The phone rang and I heard a nurse identify herself. Coldly she said, “Your labs are in. You are severely pre-diabetic and you need to schedule an appointment for treatment plans.” Somewhere in that sentence I became lost. Another broken part of me found after all of these years. I was glad, sad, scared all at the same time. It answered so many questions. Of course, there are still other things that are wrong but, for now, that solved some mysteries other doctors never answered before.
Over the last couple of days I’ve wondered how Oprah would handle it or what she would say. I want to get all of the information, meet with my doctor, and finish taking my physical exam. After everything has been judged, then I want to put the plan together. In the meantime, I am all over the internet. It is a very scary disease. I have no idea what to eat. I know I need to be doing “readings” but I don’t know what to read yet. I don’t want to burden my family with this. I hate it for them much more than for me. I feel like I am a royal pain and I presume it is because of my poor eating habits that I got this way. I wonder what pre-diabetic is.

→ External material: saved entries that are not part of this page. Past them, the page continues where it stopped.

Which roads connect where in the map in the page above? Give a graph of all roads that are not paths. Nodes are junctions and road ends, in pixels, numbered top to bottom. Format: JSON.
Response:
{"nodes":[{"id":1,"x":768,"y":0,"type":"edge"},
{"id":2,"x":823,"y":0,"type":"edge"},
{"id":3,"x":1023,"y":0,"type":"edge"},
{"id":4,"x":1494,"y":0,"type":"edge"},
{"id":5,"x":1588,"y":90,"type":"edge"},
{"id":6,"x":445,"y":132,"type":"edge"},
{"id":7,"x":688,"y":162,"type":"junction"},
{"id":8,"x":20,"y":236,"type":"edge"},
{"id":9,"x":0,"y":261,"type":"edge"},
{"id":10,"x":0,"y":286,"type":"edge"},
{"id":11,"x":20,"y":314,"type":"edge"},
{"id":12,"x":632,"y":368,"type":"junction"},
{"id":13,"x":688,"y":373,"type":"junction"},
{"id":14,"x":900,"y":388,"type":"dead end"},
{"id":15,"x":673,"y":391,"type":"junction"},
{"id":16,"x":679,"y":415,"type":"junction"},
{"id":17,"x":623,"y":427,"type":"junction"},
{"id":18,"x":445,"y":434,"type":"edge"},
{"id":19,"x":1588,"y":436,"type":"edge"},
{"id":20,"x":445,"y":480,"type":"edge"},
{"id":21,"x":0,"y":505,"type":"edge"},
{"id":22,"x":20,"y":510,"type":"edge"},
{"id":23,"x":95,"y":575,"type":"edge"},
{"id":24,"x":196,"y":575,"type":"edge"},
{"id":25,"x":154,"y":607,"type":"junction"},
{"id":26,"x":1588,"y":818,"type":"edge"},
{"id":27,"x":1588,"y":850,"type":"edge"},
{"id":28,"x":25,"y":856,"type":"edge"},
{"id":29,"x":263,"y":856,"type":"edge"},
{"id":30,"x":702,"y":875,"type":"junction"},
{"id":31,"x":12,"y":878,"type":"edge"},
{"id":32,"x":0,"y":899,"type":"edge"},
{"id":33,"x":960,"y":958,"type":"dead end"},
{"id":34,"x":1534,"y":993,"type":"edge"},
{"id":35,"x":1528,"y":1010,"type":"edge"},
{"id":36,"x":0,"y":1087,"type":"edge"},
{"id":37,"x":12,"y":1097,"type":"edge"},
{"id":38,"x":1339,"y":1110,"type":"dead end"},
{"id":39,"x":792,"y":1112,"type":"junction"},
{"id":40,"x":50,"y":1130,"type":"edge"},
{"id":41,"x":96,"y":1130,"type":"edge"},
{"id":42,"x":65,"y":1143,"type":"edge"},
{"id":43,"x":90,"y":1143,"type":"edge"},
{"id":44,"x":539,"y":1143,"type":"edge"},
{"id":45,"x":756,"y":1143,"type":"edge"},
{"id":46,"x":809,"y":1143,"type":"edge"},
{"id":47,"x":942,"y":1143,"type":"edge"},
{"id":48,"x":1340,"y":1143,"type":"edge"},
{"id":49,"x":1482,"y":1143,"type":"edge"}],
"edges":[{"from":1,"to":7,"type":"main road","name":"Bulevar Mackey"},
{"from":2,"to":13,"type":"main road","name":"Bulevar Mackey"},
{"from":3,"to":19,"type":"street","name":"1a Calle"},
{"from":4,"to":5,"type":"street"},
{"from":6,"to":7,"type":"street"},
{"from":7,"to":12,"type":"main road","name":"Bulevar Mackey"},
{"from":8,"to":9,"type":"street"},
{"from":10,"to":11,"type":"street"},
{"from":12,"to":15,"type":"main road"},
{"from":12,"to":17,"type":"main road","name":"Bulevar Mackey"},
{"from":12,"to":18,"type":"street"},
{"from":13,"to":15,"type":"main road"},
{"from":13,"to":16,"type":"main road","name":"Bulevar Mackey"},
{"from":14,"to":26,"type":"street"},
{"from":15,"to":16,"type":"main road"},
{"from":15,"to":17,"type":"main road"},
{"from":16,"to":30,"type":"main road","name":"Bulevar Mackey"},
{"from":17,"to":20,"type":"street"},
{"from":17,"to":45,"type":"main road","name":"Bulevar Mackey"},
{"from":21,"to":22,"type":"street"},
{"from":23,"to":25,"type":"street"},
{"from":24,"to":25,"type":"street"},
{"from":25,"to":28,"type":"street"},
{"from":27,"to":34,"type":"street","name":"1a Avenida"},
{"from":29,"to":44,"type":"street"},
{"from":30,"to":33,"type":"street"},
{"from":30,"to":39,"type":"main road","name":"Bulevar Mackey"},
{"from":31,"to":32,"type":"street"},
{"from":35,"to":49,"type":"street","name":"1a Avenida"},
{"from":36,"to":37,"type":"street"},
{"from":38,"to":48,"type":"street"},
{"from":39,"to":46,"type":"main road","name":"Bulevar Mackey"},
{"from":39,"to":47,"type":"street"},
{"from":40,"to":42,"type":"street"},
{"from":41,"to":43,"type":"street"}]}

Last year, I did what I normally do when I’m in distress. I sat in the bathtub and cried. Then, I ate junk food. I was a fat wrinkled mess. My luck was about to change though. Days later I went in for my treatment plan and it was suggested that I begin taking an injection called Byetta when I found out that I was not diabetic but rather, insulin resistant. Like everyone else, I hate shots. Only for the sake of this article did I call it an injection, right? Wrong. It is about twice the size of a mosquito stinger but, for me it has changed my self image which is a lot of the battle. It is now a year later and I am making a follow-up appointment to see what the next plan of treatment will be. I can now do most anything my doctor wants me to and, I’m excited.